[Records contained in a dataset]
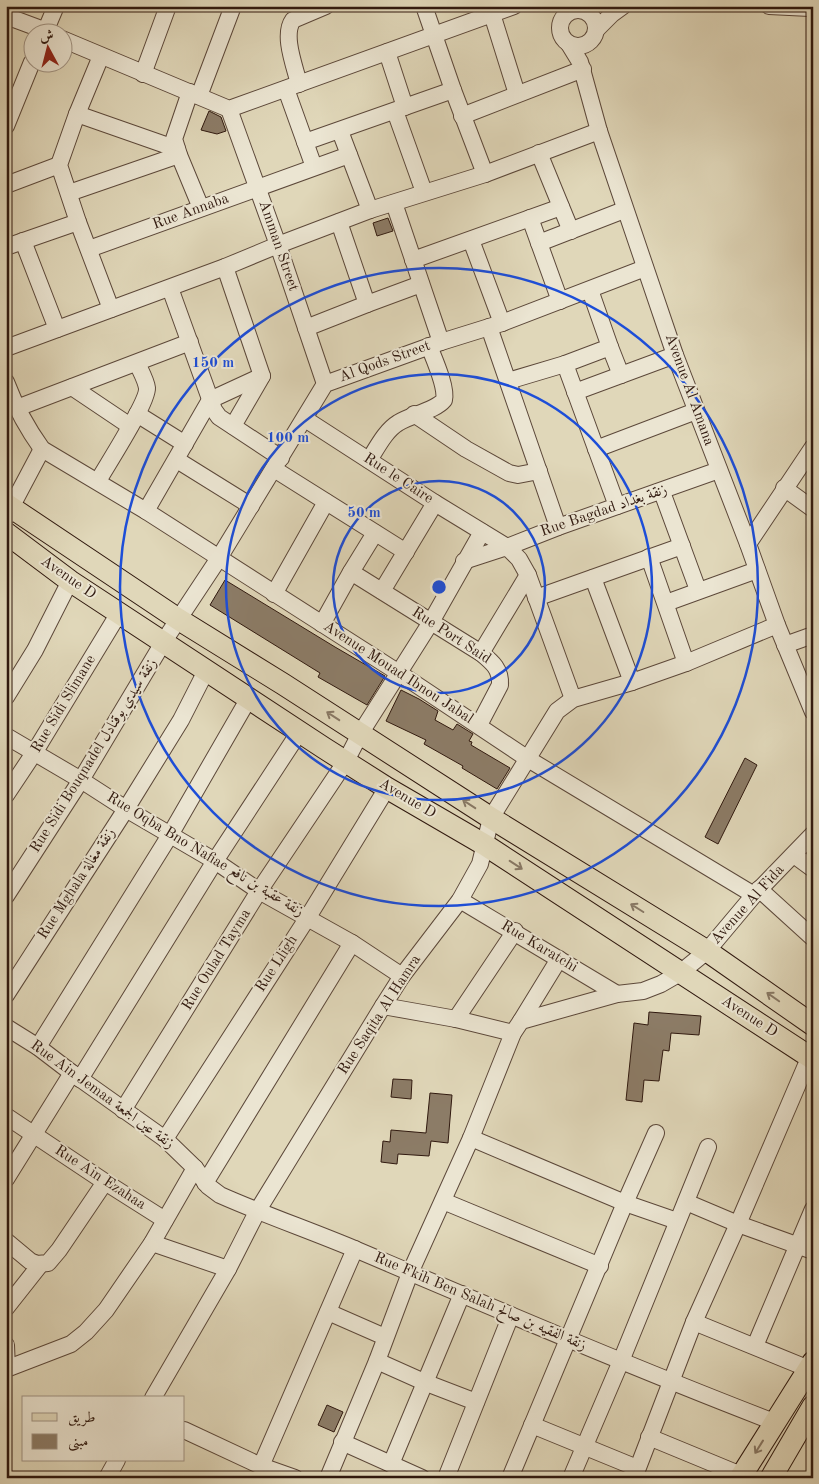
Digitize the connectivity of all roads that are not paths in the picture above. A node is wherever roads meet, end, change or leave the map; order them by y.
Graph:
1 (56, 6) edge
2 (232, 6) edge
3 (424, 6) edge
4 (514, 6) edge
5 (768, 6) edge
6 (163, 8) edge
7 (317, 8) edge
8 (810, 8) edge
9 (617, 10) edge
10 (569, 11) edge
11 (492, 14) junction
12 (6, 16) edge
13 (22, 22) edge
14 (50, 22) edge
15 (434, 36) junction
16 (592, 36) junction
17 (72, 43) edge
18 (569, 44) junction
19 (387, 52) junction
20 (101, 56) junction
21 (581, 66) junction
22 (28, 72) edge
23 (143, 74) junction
24 (292, 87) junction
25 (453, 90) junction
26 (194, 94) junction
27 (517, 94) junction
28 (229, 109) junction
29 (400, 109) junction
30 (77, 114) junction
31 (462, 116) junction
32 (6, 126) edge
33 (340, 131) junction
34 (599, 131) junction
35 (305, 142) junction
36 (178, 152) junction
37 (539, 153) junction
38 (349, 156) junction
39 (59, 165) junction
40 (314, 167) junction
41 (485, 174) junction
42 (6, 185) edge
43 (258, 188) junction
44 (424, 192) junction
45 (69, 193) junction
46 (394, 203) junction
47 (561, 207) junction
48 (201, 208) junction
49 (370, 210) junction
50 (624, 210) junction
51 (530, 218) junction
52 (78, 222) junction
53 (339, 222) junction
54 (571, 231) junction
55 (471, 240) junction
56 (23, 241) junction
57 (539, 243) junction
58 (278, 245) junction
59 (6, 247) edge
60 (89, 249) junction
61 (413, 260) junction
62 (225, 268) junction
63 (645, 268) junction
64 (421, 284) junction
65 (170, 288) junction
66 (590, 290) junction
67 (560, 302) junction
68 (367, 304) junction
69 (111, 309) junction
70 (496, 325) junction
71 (306, 328) junction
72 (57, 329) junction
73 (190, 342) junction
74 (435, 344) junction
75 (610, 347) junction
76 (6, 348) edge
77 (675, 355) junction
78 (137, 363) junction
79 (565, 364) junction
80 (621, 375) junction
81 (262, 376) junction
82 (6, 382) edge
83 (508, 382) junction
84 (325, 384) junction
85 (72, 387) junction
86 (575, 392) junction
87 (210, 400) junction
88 (17, 408) junction
89 (696, 411) junction
90 (414, 414) junction
91 (305, 418) junction
92 (133, 420) junction
93 (233, 426) junction
94 (186, 444) junction
95 (813, 447) edge
96 (42, 449) junction
97 (596, 449) junction
98 (176, 460) junction
99 (369, 460) junction
100 (277, 464) junction
101 (718, 470) junction
102 (539, 471) junction
103 (98, 481) junction
104 (784, 488) junction
105 (662, 492) junction
106 (326, 502) junction
107 (435, 503) junction
108 (251, 506) junction
109 (617, 506) junction
110 (8, 509) edge
111 (813, 509) edge
112 (146, 511) junction
113 (558, 526) junction
114 (6, 533) edge
115 (375, 533) junction
116 (486, 535) junction
117 (748, 544) junction
118 (682, 546) junction
119 (507, 547) junction
120 (406, 552) junction
121 (649, 557) junction
122 (219, 558) junction
123 (464, 561) junction
124 (757, 570) junction
125 (350, 572) junction
126 (528, 575) junction
127 (593, 578) junction
128 (70, 580) junction
129 (698, 590) junction
130 (382, 591) junction
131 (274, 594) junction
132 (536, 598) junction
133 (666, 603) junction
134 (119, 613) junction
135 (178, 619) junction
136 (431, 622) junction
137 (322, 624) junction
138 (777, 625) junction
139 (813, 635) edge
140 (164, 641) junction
141 (785, 645) junction
142 (481, 653) junction
143 (686, 663) junction
144 (206, 669) junction
145 (399, 673) junction
146 (632, 682) junction
147 (6, 697) edge
148 (249, 698) junction
149 (573, 699) junction
150 (813, 712) edge
151 (479, 725) junction
152 (300, 731) junction
153 (360, 734) junction
154 (6, 736) edge
155 (34, 753) junction
156 (528, 758) junction
157 (346, 761) junction
158 (81, 780) junction
159 (387, 788) junction
160 (6, 795) edge
161 (126, 809) junction
162 (491, 818) junction
163 (170, 834) junction
164 (813, 834) edge
165 (485, 845) junction
166 (794, 855) junction
167 (215, 861) junction
168 (813, 869) edge
169 (260, 891) junction
170 (757, 892) junction
171 (6, 896) edge
172 (460, 900) junction
173 (308, 916) junction
174 (515, 931) junction
175 (813, 938) edge
176 (352, 943) junction
177 (707, 951) junction
178 (559, 959) junction
179 (680, 973) junction
180 (402, 976) junction
181 (6, 994) edge
182 (617, 994) junction
183 (383, 1006) junction
184 (456, 1019) junction
185 (6, 1026) edge
186 (813, 1026) edge
187 (517, 1027) junction
188 (38, 1047) junction
189 (811, 1057) edge
190 (76, 1076) junction
191 (123, 1110) junction
192 (6, 1116) edge
193 (656, 1133) dead end
194 (35, 1135) junction
195 (471, 1138) junction
196 (165, 1139) junction
197 (708, 1147) dead end
198 (195, 1168) junction
199 (6, 1179) edge
200 (105, 1182) junction
201 (205, 1183) junction
202 (443, 1201) junction
203 (686, 1202) junction
204 (625, 1203) junction
205 (813, 1209) edge
206 (258, 1210) junction
207 (165, 1220) junction
208 (677, 1221) junction
209 (738, 1224) junction
210 (6, 1241) edge
211 (152, 1242) junction
212 (797, 1245) junction
213 (355, 1249) junction
214 (813, 1251) edge
215 (40, 1265) junction
216 (600, 1266) junction
217 (228, 1269) junction
218 (410, 1272) junction
219 (462, 1294) junction
220 (6, 1308) edge
221 (328, 1312) junction
222 (511, 1315) junction
223 (694, 1322) junction
224 (386, 1337) junction
225 (568, 1338) junction
226 (6, 1344) edge
227 (755, 1346) junction
228 (376, 1360) junction
229 (621, 1361) junction
230 (811, 1365) edge
231 (7, 1369) edge
232 (424, 1382) junction
233 (670, 1382) junction
234 (154, 1396) edge
235 (476, 1402) junction
236 (811, 1414) edge
237 (774, 1422) junction
238 (532, 1425) junction
239 (185, 1430) edge
240 (649, 1437) junction
241 (342, 1442) junction
242 (584, 1446) junction
243 (116, 1462) edge
244 (391, 1464) junction
245 (261, 1466) junction
246 (636, 1473) edge
247 (741, 1477) edge
248 (108, 1478) edge
249 (295, 1478) edge
250 (328, 1478) edge
251 (422, 1478) edge
252 (446, 1478) edge
253 (510, 1478) edge
254 (570, 1478) edge
255 (772, 1478) edge

1 - 14 street
2 - 26 street
3 - 15 street
4 - 11 street
5 - 8 street
6 - 23 street
7 - 24 street
9 - 10 street
9 - 16 street
10 - 16 street
10 - 18 street, Avenue Al Amana
11 - 15 street
11 - 27 street
12 - 13 street
15 - 19 street
15 - 25 street
16 - 18 street
16 - 21 street
17 - 20 street
18 - 21 street, Avenue Al Amana
19 - 24 street
19 - 29 street
20 - 23 street
20 - 30 street
21 - 27 street
21 - 34 street, Avenue Al Amana
22 - 32 street
23 - 26 street
24 - 28 street
24 - 35 street
25 - 29 street
25 - 31 street
26 - 28 street
26 - 36 street
27 - 31 street
28 - 43 street, Amman Street
29 - 33 street
29 - 44 street
30 - 36 street
30 - 39 street
31 - 41 street
33 - 35 street
33 - 38 street
34 - 37 street
34 - 50 street, Avenue Al Amana
35 - 40 street
36 - 45 street
36 - 48 street
37 - 41 street
37 - 47 street
38 - 40 street, Rue Annaba
38 - 49 street
39 - 42 street
39 - 45 street
40 - 43 street, Rue Annaba
41 - 44 street
43 - 48 street, Rue Annaba
43 - 58 street, Amman Street
44 - 46 street
45 - 52 street
46 - 49 street
46 - 61 street
47 - 51 street
47 - 54 street
48 - 60 street, Rue Annaba
49 - 53 street
50 - 54 street
50 - 63 street, Avenue Al Amana
51 - 55 street
51 - 57 street
52 - 56 street
52 - 60 street
53 - 58 street
53 - 68 street
54 - 57 street
55 - 61 street
55 - 70 street
56 - 59 street
56 - 72 street
57 - 67 street
58 - 62 street
58 - 71 street, Amman Street
60 - 69 street
61 - 64 street
62 - 65 street
62 - 81 street
63 - 66 street, Al Qods Street
63 - 77 street, Avenue Al Amana
64 - 68 street
64 - 74 street
65 - 69 street
65 - 73 street
66 - 67 street, Al Qods Street
66 - 75 street
67 - 70 street, Al Qods Street
68 - 71 street
69 - 72 street
70 - 74 street, Al Qods Street
70 - 83 street
71 - 84 street, Amman Street
72 - 76 street
73 - 78 street
73 - 87 street
74 - 84 street, Al Qods Street
74 - 90 street
75 - 79 street
75 - 80 street
77 - 80 street
77 - 89 street, Avenue Al Amana
78 - 85 street
78 - 92 street
79 - 83 street
79 - 86 street
80 - 86 street
81 - 87 street
81 - 93 street
82 - 88 street
83 - 102 street
84 - 91 street, Al Qods Street
85 - 88 street
85 - 92 street
86 - 97 street
87 - 93 street
87 - 94 street
88 - 96 street
89 - 97 street
89 - 101 street, Avenue Al Amana
90 - 99 street
90 - 102 street
91 - 99 street, Rue le Caire
91 - 100 street, Al Qods Street
92 - 94 street
92 - 103 street
93 - 100 street
94 - 98 street
95 - 104 street
96 - 103 street, Avenue Mouad Ibnou Jabal
96 - 110 street
97 - 109 street
98 - 108 street
98 - 112 street
99 - 107 street, Rue le Caire
100 - 106 street
100 - 108 street, Al Qods Street
101 - 105 street, Rue Bagdad زنقة بغداد
101 - 117 street, Avenue Al Amana
102 - 113 street
103 - 112 street, Avenue Mouad Ibnou Jabal
104 - 111 street
104 - 117 street
105 - 109 street, Rue Bagdad زنقة بغداد
105 - 118 street
106 - 115 street
106 - 131 street
107 - 116 street, Rue le Caire
107 - 120 street
108 - 122 street, Al Qods Street
109 - 113 street, Rue Bagdad زنقة بغداد
110 - 135 main road, Avenue D
112 - 122 street, Avenue Mouad Ibnou Jabal
113 - 119 street, Rue Bagdad زنقة بغداد
114 - 128 main road, Avenue D
115 - 120 street
115 - 125 street
116 - 119 street
116 - 123 street
117 - 124 street, Avenue Al Amana
118 - 121 street
118 - 129 street
119 - 123 street, Rue Bagdad زنقة بغداد
119 - 126 street
120 - 130 street
121 - 127 street
121 - 133 street
122 - 131 street, Avenue Mouad Ibnou Jabal
122 - 135 street, Al Qods Street
123 - 136 street
124 - 129 street
124 - 138 street, Avenue Al Amana
125 - 130 street, Rue Port Said
125 - 137 street
126 - 132 street
126 - 142 street
127 - 132 street
127 - 146 street
128 - 134 main road, Avenue D
128 - 147 street
129 - 133 street
130 - 136 street, Rue Port Said
131 - 137 street, Avenue Mouad Ibnou Jabal
132 - 149 street
133 - 143 street
134 - 140 main road, Avenue D
134 - 155 street, Rue Sidi Slimane
135 - 140 street, Al Qods Street
153 -> 135 main road, Avenue D
136 - 142 street, Rue Port Said
136 - 145 street
137 - 145 street, Avenue Mouad Ibnou Jabal
138 - 141 street, Avenue Al Amana
138 - 143 street
139 - 141 street
140 - 144 main road, Avenue D
140 - 158 street, Rue Sidi Bouqnadel زنقة سيدي بوقنادل
141 - 150 street, Avenue Al Amana
142 - 151 street, Rue Port Said
143 - 146 street
144 - 148 main road, Avenue D
144 - 161 street, Rue Mghala زنقة مغالة
145 - 151 street, Avenue Mouad Ibnou Jabal
145 - 153 street
146 - 149 street
148 - 152 main road, Avenue D
148 - 163 street
149 - 156 street, Rue Saqita Al Hamra
151 - 156 street, Avenue Mouad Ibnou Jabal
152 - 157 main road, Avenue D
152 - 167 street
153 - 157 street
162 -> 153 main road, Avenue D
154 - 155 street, Rue Oqba Bno Nafiae زنقة عقبة بن نافع
155 - 158 street, Rue Oqba Bno Nafiae زنقة عقبة بن نافع
155 - 160 street, Rue Sidi Slimane
156 - 162 street, Rue Saqita Al Hamra
156 - 170 street, Avenue Mouad Ibnou Jabal
157 - 159 main road, Avenue D
157 - 169 street, Rue Oulad Tayma
158 - 161 street, Rue Oqba Bno Nafiae زنقة عقبة بن نافع
158 - 171 street, Rue Sidi Bouqnadel زنقة سيدي بوقنادل
159 - 165 main road, Avenue D
159 - 173 street, Rue Lligh
161 - 163 street, Rue Oqba Bno Nafiae زنقة عقبة بن نافع
161 - 181 street, Rue Mghala زنقة مغالة
162 - 165 street, Rue Saqita Al Hamra
177 -> 162 main road, Avenue D
163 - 167 street, Rue Oqba Bno Nafiae زنقة عقبة بن نافع
163 - 188 street
164 - 166 street, Avenue Al Fida
165 - 172 street, Rue Saqita Al Hamra
165 -> 179 main road, Avenue D
166 - 168 street
166 - 170 street, Avenue Al Fida
167 - 169 street, Rue Oqba Bno Nafiae زنقة عقبة بن نافع
167 - 190 street
169 - 173 street, Rue Oqba Bno Nafiae زنقة عقبة بن نافع
169 - 191 street, Rue Oulad Tayma
170 - 175 street, Avenue Mouad Ibnou Jabal
170 - 177 street, Avenue Al Fida
172 - 174 street, Rue Karatchi
172 - 180 street, Rue Saqita Al Hamra
173 - 176 street, Rue Oqba Bno Nafiae زنقة عقبة بن نافع
173 - 196 street, Rue Lligh
174 - 178 street, Rue Karatchi
174 - 184 street
176 - 180 street, Rue Oqba Bno Nafiae زنقة عقبة بن نافع
176 - 201 street
177 - 179 street, Avenue Al Fida
186 -> 177 main road, Avenue D
178 - 182 street, Rue Karatchi
178 - 187 street
179 - 182 street, Avenue Al Fida
179 - 189 main road, Avenue D
180 - 183 street, Rue Saqita Al Hamra
182 - 187 street, Avenue Al Fida
183 - 184 street
183 - 206 street, Rue Saqita Al Hamra
184 - 187 street
185 - 188 street, Rue Ain Jemaa زنقة عين الجمعة
187 - 195 street
188 - 190 street, Rue Ain Jemaa زنقة عين الجمعة
189 - 209 street
190 - 191 street, Rue Ain Jemaa زنقة عين الجمعة
190 - 194 street
191 - 196 street, Rue Ain Jemaa زنقة عين الجمعة
192 - 194 street, Rue Ain Ezahaa
193 - 204 street
194 - 199 street
194 - 200 street, Rue Ain Ezahaa
195 - 202 street
195 - 204 street
196 - 198 street, Rue Ain Jemaa زنقة عين الجمعة
197 - 203 street
198 - 201 street, Rue Fkih Ben Salah زنقة الفقيه بن صالح
198 - 207 street
200 - 207 street, Rue Ain Ezahaa
200 - 215 street
201 - 206 street, Rue Fkih Ben Salah زنقة الفقيه بن صالح
202 - 216 street
202 - 218 street
203 - 208 street
203 - 209 street
204 - 208 street
204 - 216 street
205 - 212 street
206 - 213 street, Rue Fkih Ben Salah زنقة الفقيه بن صالح
206 - 217 street, Rue Saqita Al Hamra
207 - 211 street
208 - 229 street
209 - 212 street
209 - 223 street
210 - 215 street
211 - 217 street
211 - 231 street
212 - 214 street
212 - 227 street
213 - 218 street, Rue Fkih Ben Salah زنقة الفقيه بن صالح
213 - 221 street
215 - 220 street
216 - 225 street
217 - 234 street, Rue Saqita Al Hamra
218 - 219 street, Rue Fkih Ben Salah زنقة الفقيه بن صالح
218 - 224 street
219 - 222 street, Rue Fkih Ben Salah زنقة الفقيه بن صالح
219 - 232 street
221 - 224 street
221 - 245 street
222 - 225 street, Rue Fkih Ben Salah زنقة الفقيه بن صالح
222 - 235 street
223 - 227 street
223 - 233 street
224 - 228 street
225 - 229 street, Rue Fkih Ben Salah زنقة الفقيه بن صالح
225 - 238 street
226 - 231 street
227 - 230 street
228 - 232 street
228 - 241 street
229 - 233 street, Rue Fkih Ben Salah زنقة الفقيه بن صالح
229 - 242 street
230 - 237 main road
232 - 235 street
232 - 244 street
233 - 237 street, Rue Fkih Ben Salah زنقة الفقيه بن صالح
233 - 240 street
235 - 252 street
236 - 255 main road
237 -> 247 main road
238 - 242 street
238 - 253 street
239 - 245 street
240 - 246 street
240 - 247 street
241 - 244 street
241 - 250 street
242 - 246 street
242 - 254 street
243 - 248 street
244 - 251 street
245 - 249 street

## [YOUR GOAL]
Determine how many lines of the entries hold "Mouad", and reply with that number only.

## [EXERCISE SOLUTION]
10